-------- DATA TO USE
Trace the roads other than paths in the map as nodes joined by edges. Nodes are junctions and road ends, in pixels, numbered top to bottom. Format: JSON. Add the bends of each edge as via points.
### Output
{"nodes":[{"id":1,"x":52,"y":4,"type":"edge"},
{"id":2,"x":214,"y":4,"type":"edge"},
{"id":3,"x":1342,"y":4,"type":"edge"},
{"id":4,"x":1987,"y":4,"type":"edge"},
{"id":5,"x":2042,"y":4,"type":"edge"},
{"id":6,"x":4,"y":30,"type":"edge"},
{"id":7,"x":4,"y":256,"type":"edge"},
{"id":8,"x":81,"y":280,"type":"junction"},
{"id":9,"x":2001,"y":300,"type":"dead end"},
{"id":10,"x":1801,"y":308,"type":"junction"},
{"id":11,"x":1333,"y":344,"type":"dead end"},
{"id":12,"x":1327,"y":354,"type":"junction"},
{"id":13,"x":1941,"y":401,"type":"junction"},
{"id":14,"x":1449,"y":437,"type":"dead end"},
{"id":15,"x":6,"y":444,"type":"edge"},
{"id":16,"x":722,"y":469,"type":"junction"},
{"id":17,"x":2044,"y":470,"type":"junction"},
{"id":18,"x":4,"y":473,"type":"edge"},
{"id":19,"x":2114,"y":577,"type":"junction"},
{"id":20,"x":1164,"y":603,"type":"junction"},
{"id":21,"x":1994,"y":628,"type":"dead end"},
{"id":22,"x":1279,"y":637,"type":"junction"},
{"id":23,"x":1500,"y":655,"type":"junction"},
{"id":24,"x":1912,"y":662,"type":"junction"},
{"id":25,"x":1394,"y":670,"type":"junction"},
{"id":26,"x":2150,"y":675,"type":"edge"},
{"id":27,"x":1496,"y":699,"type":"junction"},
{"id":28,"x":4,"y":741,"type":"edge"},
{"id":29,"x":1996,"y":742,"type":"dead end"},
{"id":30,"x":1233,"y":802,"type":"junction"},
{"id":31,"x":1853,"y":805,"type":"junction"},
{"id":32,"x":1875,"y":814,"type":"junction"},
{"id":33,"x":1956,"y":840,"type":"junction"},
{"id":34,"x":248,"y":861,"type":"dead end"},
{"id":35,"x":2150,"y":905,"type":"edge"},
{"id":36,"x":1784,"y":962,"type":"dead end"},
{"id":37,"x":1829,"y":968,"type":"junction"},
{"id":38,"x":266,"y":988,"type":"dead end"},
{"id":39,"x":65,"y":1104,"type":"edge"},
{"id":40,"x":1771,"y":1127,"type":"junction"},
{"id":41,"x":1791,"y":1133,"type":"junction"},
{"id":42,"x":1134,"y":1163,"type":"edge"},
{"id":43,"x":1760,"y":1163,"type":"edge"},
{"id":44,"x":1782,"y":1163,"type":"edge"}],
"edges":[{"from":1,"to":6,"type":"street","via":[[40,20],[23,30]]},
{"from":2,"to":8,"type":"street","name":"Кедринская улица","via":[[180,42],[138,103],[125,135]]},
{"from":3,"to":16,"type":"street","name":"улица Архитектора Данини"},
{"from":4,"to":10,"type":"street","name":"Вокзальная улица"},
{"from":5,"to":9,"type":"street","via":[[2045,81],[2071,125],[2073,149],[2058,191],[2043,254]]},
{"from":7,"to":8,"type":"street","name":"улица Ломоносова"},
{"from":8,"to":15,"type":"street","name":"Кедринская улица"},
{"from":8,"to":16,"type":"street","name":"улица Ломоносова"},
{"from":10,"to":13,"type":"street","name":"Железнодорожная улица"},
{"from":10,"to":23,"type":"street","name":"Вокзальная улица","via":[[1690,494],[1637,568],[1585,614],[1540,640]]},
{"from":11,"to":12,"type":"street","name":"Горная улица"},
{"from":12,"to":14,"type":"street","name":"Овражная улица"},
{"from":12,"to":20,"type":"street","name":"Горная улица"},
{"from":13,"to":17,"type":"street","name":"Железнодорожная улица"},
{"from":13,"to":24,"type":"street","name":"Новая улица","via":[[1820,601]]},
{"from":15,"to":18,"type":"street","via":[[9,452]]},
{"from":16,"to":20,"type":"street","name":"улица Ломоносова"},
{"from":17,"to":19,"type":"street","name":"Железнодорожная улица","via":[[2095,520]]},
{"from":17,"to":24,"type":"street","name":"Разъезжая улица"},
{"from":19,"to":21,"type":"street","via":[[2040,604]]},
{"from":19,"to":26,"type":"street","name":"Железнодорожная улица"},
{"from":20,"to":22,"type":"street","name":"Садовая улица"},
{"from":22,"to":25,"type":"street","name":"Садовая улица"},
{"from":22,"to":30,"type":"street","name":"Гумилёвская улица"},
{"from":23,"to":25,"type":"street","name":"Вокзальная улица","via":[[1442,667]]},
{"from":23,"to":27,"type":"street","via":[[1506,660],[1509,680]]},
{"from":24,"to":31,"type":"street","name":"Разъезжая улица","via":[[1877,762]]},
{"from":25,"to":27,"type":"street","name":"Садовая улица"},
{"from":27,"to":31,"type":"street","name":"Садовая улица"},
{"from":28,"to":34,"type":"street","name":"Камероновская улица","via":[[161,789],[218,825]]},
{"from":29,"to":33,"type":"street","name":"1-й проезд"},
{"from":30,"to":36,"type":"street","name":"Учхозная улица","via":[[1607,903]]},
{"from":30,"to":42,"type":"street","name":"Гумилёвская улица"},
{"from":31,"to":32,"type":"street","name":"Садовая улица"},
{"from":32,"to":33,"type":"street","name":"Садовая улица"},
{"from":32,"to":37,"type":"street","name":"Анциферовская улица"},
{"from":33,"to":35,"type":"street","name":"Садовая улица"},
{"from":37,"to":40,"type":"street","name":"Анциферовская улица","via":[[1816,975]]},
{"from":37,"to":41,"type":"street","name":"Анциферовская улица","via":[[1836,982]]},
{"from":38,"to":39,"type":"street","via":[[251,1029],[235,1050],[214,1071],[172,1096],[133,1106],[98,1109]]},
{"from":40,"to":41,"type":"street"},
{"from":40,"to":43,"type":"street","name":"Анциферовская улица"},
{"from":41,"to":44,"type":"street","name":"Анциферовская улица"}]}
----------------
**YOUR OBJECTIVE:**
Every record above should be written out exactly.

**RESPONSE TO THIS EXERCISE:**
Trace the roads other than paths in the map as nodes joined by edges. Nodes are junctions and road ends, in pixels, numbered top to bottom. Format: JSON. Add the bends of each edge as via points.
### Output
{"nodes":[{"id":1,"x":52,"y":4,"type":"edge"},
{"id":2,"x":214,"y":4,"type":"edge"},
{"id":3,"x":1342,"y":4,"type":"edge"},
{"id":4,"x":1987,"y":4,"type":"edge"},
{"id":5,"x":2042,"y":4,"type":"edge"},
{"id":6,"x":4,"y":30,"type":"edge"},
{"id":7,"x":4,"y":256,"type":"edge"},
{"id":8,"x":81,"y":280,"type":"junction"},
{"id":9,"x":2001,"y":300,"type":"dead end"},
{"id":10,"x":1801,"y":308,"type":"junction"},
{"id":11,"x":1333,"y":344,"type":"dead end"},
{"id":12,"x":1327,"y":354,"type":"junction"},
{"id":13,"x":1941,"y":401,"type":"junction"},
{"id":14,"x":1449,"y":437,"type":"dead end"},
{"id":15,"x":6,"y":444,"type":"edge"},
{"id":16,"x":722,"y":469,"type":"junction"},
{"id":17,"x":2044,"y":470,"type":"junction"},
{"id":18,"x":4,"y":473,"type":"edge"},
{"id":19,"x":2114,"y":577,"type":"junction"},
{"id":20,"x":1164,"y":603,"type":"junction"},
{"id":21,"x":1994,"y":628,"type":"dead end"},
{"id":22,"x":1279,"y":637,"type":"junction"},
{"id":23,"x":1500,"y":655,"type":"junction"},
{"id":24,"x":1912,"y":662,"type":"junction"},
{"id":25,"x":1394,"y":670,"type":"junction"},
{"id":26,"x":2150,"y":675,"type":"edge"},
{"id":27,"x":1496,"y":699,"type":"junction"},
{"id":28,"x":4,"y":741,"type":"edge"},
{"id":29,"x":1996,"y":742,"type":"dead end"},
{"id":30,"x":1233,"y":802,"type":"junction"},
{"id":31,"x":1853,"y":805,"type":"junction"},
{"id":32,"x":1875,"y":814,"type":"junction"},
{"id":33,"x":1956,"y":840,"type":"junction"},
{"id":34,"x":248,"y":861,"type":"dead end"},
{"id":35,"x":2150,"y":905,"type":"edge"},
{"id":36,"x":1784,"y":962,"type":"dead end"},
{"id":37,"x":1829,"y":968,"type":"junction"},
{"id":38,"x":266,"y":988,"type":"dead end"},
{"id":39,"x":65,"y":1104,"type":"edge"},
{"id":40,"x":1771,"y":1127,"type":"junction"},
{"id":41,"x":1791,"y":1133,"type":"junction"},
{"id":42,"x":1134,"y":1163,"type":"edge"},
{"id":43,"x":1760,"y":1163,"type":"edge"},
{"id":44,"x":1782,"y":1163,"type":"edge"}],
"edges":[{"from":1,"to":6,"type":"street","via":[[40,20],[23,30]]},
{"from":2,"to":8,"type":"street","name":"Кедринская улица","via":[[180,42],[138,103],[125,135]]},
{"from":3,"to":16,"type":"street","name":"улица Архитектора Данини"},
{"from":4,"to":10,"type":"street","name":"Вокзальная улица"},
{"from":5,"to":9,"type":"street","via":[[2045,81],[2071,125],[2073,149],[2058,191],[2043,254]]},
{"from":7,"to":8,"type":"street","name":"улица Ломоносова"},
{"from":8,"to":15,"type":"street","name":"Кедринская улица"},
{"from":8,"to":16,"type":"street","name":"улица Ломоносова"},
{"from":10,"to":13,"type":"street","name":"Железнодорожная улица"},
{"from":10,"to":23,"type":"street","name":"Вокзальная улица","via":[[1690,494],[1637,568],[1585,614],[1540,640]]},
{"from":11,"to":12,"type":"street","name":"Горная улица"},
{"from":12,"to":14,"type":"street","name":"Овражная улица"},
{"from":12,"to":20,"type":"street","name":"Горная улица"},
{"from":13,"to":17,"type":"street","name":"Железнодорожная улица"},
{"from":13,"to":24,"type":"street","name":"Новая улица","via":[[1820,601]]},
{"from":15,"to":18,"type":"street","via":[[9,452]]},
{"from":16,"to":20,"type":"street","name":"улица Ломоносова"},
{"from":17,"to":19,"type":"street","name":"Железнодорожная улица","via":[[2095,520]]},
{"from":17,"to":24,"type":"street","name":"Разъезжая улица"},
{"from":19,"to":21,"type":"street","via":[[2040,604]]},
{"from":19,"to":26,"type":"street","name":"Железнодорожная улица"},
{"from":20,"to":22,"type":"street","name":"Садовая улица"},
{"from":22,"to":25,"type":"street","name":"Садовая улица"},
{"from":22,"to":30,"type":"street","name":"Гумилёвская улица"},
{"from":23,"to":25,"type":"street","name":"Вокзальная улица","via":[[1442,667]]},
{"from":23,"to":27,"type":"street","via":[[1506,660],[1509,680]]},
{"from":24,"to":31,"type":"street","name":"Разъезжая улица","via":[[1877,762]]},
{"from":25,"to":27,"type":"street","name":"Садовая улица"},
{"from":27,"to":31,"type":"street","name":"Садовая улица"},
{"from":28,"to":34,"type":"street","name":"Камероновская улица","via":[[161,789],[218,825]]},
{"from":29,"to":33,"type":"street","name":"1-й проезд"},
{"from":30,"to":36,"type":"street","name":"Учхозная улица","via":[[1607,903]]},
{"from":30,"to":42,"type":"street","name":"Гумилёвская улица"},
{"from":31,"to":32,"type":"street","name":"Садовая улица"},
{"from":32,"to":33,"type":"street","name":"Садовая улица"},
{"from":32,"to":37,"type":"street","name":"Анциферовская улица"},
{"from":33,"to":35,"type":"street","name":"Садовая улица"},
{"from":37,"to":40,"type":"street","name":"Анциферовская улица","via":[[1816,975]]},
{"from":37,"to":41,"type":"street","name":"Анциферовская улица","via":[[1836,982]]},
{"from":38,"to":39,"type":"street","via":[[251,1029],[235,1050],[214,1071],[172,1096],[133,1106],[98,1109]]},
{"from":40,"to":41,"type":"street"},
{"from":40,"to":43,"type":"street","name":"Анциферовская улица"},
{"from":41,"to":44,"type":"street","name":"Анциферовская улица"}]}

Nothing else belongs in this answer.